DATA FOR PROCESSING
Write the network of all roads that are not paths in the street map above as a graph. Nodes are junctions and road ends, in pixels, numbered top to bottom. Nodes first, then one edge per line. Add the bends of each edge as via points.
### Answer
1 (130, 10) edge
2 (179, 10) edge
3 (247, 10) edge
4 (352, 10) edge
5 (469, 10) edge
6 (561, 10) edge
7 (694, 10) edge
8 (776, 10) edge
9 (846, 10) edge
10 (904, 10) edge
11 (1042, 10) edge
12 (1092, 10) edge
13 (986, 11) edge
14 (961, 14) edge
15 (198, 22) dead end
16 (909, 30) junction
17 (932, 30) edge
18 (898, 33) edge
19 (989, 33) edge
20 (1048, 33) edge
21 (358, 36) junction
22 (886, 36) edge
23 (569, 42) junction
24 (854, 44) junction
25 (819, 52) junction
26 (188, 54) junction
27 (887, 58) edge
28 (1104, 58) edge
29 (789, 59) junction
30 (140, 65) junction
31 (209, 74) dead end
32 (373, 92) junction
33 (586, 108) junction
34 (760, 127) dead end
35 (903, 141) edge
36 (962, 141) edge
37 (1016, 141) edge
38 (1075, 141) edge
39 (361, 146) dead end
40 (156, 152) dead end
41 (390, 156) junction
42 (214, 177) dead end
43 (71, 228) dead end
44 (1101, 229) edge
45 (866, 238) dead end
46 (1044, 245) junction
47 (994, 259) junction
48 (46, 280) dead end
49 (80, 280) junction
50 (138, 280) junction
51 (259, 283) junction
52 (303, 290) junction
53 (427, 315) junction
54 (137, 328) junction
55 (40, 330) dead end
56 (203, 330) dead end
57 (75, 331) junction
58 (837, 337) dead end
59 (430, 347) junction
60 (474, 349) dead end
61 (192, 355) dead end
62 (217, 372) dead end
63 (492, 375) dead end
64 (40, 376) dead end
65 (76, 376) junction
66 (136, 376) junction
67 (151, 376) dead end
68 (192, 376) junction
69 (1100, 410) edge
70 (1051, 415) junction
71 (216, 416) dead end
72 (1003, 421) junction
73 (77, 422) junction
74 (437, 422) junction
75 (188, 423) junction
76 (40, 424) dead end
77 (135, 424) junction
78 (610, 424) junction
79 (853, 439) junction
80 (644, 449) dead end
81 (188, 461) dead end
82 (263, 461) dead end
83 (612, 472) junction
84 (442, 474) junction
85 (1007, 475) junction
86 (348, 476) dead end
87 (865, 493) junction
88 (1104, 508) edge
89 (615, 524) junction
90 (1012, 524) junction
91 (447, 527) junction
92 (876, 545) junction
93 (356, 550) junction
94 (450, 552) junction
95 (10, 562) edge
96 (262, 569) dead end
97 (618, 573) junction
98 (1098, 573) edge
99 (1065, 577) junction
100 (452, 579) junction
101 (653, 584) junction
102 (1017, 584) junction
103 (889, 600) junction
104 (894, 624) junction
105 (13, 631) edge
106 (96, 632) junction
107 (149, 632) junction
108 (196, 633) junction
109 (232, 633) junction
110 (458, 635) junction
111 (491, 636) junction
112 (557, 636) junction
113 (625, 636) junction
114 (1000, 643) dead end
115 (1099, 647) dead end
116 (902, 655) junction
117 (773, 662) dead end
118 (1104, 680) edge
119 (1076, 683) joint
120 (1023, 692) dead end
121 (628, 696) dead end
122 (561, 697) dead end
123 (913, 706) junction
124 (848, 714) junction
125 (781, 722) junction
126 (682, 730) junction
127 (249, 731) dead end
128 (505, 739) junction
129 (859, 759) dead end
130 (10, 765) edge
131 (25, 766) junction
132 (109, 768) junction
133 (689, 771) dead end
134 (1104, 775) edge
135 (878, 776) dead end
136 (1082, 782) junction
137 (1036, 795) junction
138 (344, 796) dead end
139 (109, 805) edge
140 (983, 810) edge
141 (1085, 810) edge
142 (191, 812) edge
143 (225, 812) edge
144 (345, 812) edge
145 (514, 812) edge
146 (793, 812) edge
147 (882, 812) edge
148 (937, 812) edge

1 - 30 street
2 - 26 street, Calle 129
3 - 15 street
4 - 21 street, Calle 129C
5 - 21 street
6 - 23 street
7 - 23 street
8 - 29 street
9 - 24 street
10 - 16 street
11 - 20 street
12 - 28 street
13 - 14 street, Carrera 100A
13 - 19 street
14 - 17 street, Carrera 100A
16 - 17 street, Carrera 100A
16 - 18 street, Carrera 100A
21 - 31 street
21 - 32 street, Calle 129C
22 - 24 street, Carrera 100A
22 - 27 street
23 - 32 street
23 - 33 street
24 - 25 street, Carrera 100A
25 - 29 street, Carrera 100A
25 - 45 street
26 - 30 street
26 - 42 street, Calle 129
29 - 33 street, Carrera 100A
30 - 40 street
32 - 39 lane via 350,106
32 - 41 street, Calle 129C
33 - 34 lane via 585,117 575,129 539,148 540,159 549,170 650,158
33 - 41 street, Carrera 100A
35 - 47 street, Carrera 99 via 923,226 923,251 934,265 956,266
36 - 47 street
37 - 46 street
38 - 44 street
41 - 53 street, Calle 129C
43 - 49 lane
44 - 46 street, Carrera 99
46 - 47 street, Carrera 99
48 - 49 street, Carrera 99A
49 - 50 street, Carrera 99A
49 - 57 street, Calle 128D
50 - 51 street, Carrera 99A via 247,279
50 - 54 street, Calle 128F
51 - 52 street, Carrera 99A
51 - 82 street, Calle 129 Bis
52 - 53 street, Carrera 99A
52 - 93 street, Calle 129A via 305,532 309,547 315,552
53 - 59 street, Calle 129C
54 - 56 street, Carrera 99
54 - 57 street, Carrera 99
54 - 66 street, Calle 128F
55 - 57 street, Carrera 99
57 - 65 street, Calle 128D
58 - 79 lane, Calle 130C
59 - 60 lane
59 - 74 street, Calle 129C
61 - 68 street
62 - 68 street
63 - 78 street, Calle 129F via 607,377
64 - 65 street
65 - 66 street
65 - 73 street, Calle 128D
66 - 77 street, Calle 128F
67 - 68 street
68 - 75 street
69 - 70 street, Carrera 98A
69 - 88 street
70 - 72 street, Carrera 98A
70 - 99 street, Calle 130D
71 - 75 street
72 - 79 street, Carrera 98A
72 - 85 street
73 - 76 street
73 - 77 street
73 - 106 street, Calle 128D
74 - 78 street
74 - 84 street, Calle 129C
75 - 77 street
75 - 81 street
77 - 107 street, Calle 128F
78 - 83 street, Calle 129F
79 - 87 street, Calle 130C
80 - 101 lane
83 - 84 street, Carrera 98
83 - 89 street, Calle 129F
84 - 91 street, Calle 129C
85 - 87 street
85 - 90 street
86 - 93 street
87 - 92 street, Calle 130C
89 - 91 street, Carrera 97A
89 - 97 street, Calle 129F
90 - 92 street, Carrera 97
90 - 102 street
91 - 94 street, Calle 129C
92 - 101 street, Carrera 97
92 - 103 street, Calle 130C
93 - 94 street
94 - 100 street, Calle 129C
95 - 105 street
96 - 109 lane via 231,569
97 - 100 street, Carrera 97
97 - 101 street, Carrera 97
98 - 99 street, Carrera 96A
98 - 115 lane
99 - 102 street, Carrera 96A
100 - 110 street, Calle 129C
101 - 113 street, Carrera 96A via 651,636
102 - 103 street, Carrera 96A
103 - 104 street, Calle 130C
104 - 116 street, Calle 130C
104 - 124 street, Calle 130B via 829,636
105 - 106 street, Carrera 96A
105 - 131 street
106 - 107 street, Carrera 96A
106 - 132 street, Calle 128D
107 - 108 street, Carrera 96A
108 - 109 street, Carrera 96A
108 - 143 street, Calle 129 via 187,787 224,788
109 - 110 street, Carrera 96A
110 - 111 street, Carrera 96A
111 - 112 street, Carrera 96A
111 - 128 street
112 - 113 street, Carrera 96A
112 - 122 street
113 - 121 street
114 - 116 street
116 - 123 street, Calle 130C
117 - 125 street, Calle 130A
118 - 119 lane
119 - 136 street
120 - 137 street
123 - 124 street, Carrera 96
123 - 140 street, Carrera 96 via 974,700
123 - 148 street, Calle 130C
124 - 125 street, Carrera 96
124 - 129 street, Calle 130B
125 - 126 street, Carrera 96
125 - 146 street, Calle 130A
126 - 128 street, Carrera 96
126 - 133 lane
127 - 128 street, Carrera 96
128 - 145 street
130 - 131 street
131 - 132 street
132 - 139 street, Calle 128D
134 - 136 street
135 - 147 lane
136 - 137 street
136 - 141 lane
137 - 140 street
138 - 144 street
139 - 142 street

WHAT YOU NEED TO DO
Search the preceding listing for the word "lane" and pull out every line that holds it.

WRITTEN ANSWER
32 - 39 lane via 350,106
33 - 34 lane via 585,117 575,129 539,148 540,159 549,170 650,158
43 - 49 lane
58 - 79 lane, Calle 130C
59 - 60 lane
80 - 101 lane
96 - 109 lane via 231,569
98 - 115 lane
118 - 119 lane
126 - 133 lane
135 - 147 lane
136 - 141 lane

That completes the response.